Furthermore, I introduce a five-factor test boards can use to determine whether CSR projects or policies are justifiable uses of corporate resources. The five factors were pulled from various sources and reorganized to form the anagram PRISM: Potential, Relevance, Impact, Suitability, and Morale. This PRISM test should serve as guidance to directors and courts, especially as boards come under fire for engaging in CSR projects that ultimately do not prove to be financially beneficial to stockholders.
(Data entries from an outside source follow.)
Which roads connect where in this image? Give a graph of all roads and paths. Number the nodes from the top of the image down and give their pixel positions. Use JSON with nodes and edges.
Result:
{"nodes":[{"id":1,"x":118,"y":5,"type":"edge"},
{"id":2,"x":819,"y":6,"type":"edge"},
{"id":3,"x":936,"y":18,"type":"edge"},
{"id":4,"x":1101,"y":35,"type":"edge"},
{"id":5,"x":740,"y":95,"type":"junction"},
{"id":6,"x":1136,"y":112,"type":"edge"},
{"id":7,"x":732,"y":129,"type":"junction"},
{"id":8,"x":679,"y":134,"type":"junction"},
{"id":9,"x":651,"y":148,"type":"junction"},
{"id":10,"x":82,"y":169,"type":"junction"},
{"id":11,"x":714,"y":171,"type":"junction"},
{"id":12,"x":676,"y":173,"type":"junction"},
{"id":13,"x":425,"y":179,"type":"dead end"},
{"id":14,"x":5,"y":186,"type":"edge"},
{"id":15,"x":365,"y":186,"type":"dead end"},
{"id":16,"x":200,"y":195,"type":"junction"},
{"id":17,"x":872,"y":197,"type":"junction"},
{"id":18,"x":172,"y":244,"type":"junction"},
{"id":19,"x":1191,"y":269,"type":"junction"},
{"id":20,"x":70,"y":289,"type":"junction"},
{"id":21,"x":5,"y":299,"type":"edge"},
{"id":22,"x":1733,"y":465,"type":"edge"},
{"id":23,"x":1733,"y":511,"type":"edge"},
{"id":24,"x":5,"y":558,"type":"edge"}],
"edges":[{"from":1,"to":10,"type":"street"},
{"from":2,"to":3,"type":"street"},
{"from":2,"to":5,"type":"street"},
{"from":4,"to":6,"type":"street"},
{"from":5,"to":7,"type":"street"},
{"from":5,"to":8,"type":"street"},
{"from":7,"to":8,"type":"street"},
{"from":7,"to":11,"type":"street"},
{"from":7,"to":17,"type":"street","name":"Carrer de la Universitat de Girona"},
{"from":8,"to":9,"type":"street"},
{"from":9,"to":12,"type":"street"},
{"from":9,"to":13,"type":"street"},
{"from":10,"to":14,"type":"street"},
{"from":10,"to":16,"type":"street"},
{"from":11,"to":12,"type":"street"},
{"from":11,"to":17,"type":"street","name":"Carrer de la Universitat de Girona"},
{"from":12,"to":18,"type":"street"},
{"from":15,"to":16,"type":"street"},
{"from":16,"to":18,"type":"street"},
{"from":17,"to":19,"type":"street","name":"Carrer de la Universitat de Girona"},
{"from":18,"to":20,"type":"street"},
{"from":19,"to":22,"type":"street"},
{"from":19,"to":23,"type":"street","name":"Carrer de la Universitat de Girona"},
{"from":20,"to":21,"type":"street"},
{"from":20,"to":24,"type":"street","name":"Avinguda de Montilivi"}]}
Directors seeking protection under the Business Judgment Rule need the PRISM test to serve as an objective standard to demonstrate that they acted in a reasonably informed manner, in good faith, and that their decisions did not violate their fiduciary duty of due care.
Number of Pages in PDF File: 57
Keywords: Creative Capitalism, Corporate Social Responsibility, Social Entrepreneurship, 10(b)(5), Good Faith, Commercial Speech, Greenwashing, Dow Jones Sustainability Index, UN Global Compact, Social Return on Investment (SROI)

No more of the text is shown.